WHAT THE EXERCISE ASKS → Every line from the one containing "Extract the road" to the final line of the material below must be reproduced exactly; leave out all other lines.

=== Begin Enclosure ===

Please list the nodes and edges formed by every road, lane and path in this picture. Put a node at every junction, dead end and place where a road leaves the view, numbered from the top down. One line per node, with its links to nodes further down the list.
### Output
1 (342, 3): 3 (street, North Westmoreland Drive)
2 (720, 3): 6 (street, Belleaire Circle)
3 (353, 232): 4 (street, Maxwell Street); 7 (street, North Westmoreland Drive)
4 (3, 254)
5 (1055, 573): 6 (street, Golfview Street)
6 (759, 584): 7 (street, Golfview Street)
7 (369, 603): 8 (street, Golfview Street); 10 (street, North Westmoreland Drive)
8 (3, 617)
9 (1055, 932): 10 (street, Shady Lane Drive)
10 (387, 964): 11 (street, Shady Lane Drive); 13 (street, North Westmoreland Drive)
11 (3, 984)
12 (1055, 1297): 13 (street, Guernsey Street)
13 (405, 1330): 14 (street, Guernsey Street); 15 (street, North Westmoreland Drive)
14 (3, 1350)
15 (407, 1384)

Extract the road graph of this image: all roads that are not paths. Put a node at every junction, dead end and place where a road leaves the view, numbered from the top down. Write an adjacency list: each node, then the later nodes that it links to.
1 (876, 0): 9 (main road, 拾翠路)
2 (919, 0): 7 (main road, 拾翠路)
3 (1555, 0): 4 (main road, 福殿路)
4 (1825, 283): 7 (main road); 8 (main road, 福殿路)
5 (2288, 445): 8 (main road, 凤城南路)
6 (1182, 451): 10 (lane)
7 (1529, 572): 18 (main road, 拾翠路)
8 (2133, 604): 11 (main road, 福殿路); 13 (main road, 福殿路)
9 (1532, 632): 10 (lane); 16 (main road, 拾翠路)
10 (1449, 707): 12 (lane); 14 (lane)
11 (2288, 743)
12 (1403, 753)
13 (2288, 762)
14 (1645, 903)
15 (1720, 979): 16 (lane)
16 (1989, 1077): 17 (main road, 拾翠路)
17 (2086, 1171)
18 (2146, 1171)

=== End Enclosure ===

SOLUTION FOR THIS PROBLEM →
Extract the road graph of this image: all roads that are not paths. Put a node at every junction, dead end and place where a road leaves the view, numbered from the top down. Write an adjacency list: each node, then the later nodes that it links to.
1 (876, 0): 9 (main road, 拾翠路)
2 (919, 0): 7 (main road, 拾翠路)
3 (1555, 0): 4 (main road, 福殿路)
4 (1825, 283): 7 (main road); 8 (main road, 福殿路)
5 (2288, 445): 8 (main road, 凤城南路)
6 (1182, 451): 10 (lane)
7 (1529, 572): 18 (main road, 拾翠路)
8 (2133, 604): 11 (main road, 福殿路); 13 (main road, 福殿路)
9 (1532, 632): 10 (lane); 16 (main road, 拾翠路)
10 (1449, 707): 12 (lane); 14 (lane)
11 (2288, 743)
12 (1403, 753)
13 (2288, 762)
14 (1645, 903)
15 (1720, 979): 16 (lane)
16 (1989, 1077): 17 (main road, 拾翠路)
17 (2086, 1171)
18 (2146, 1171)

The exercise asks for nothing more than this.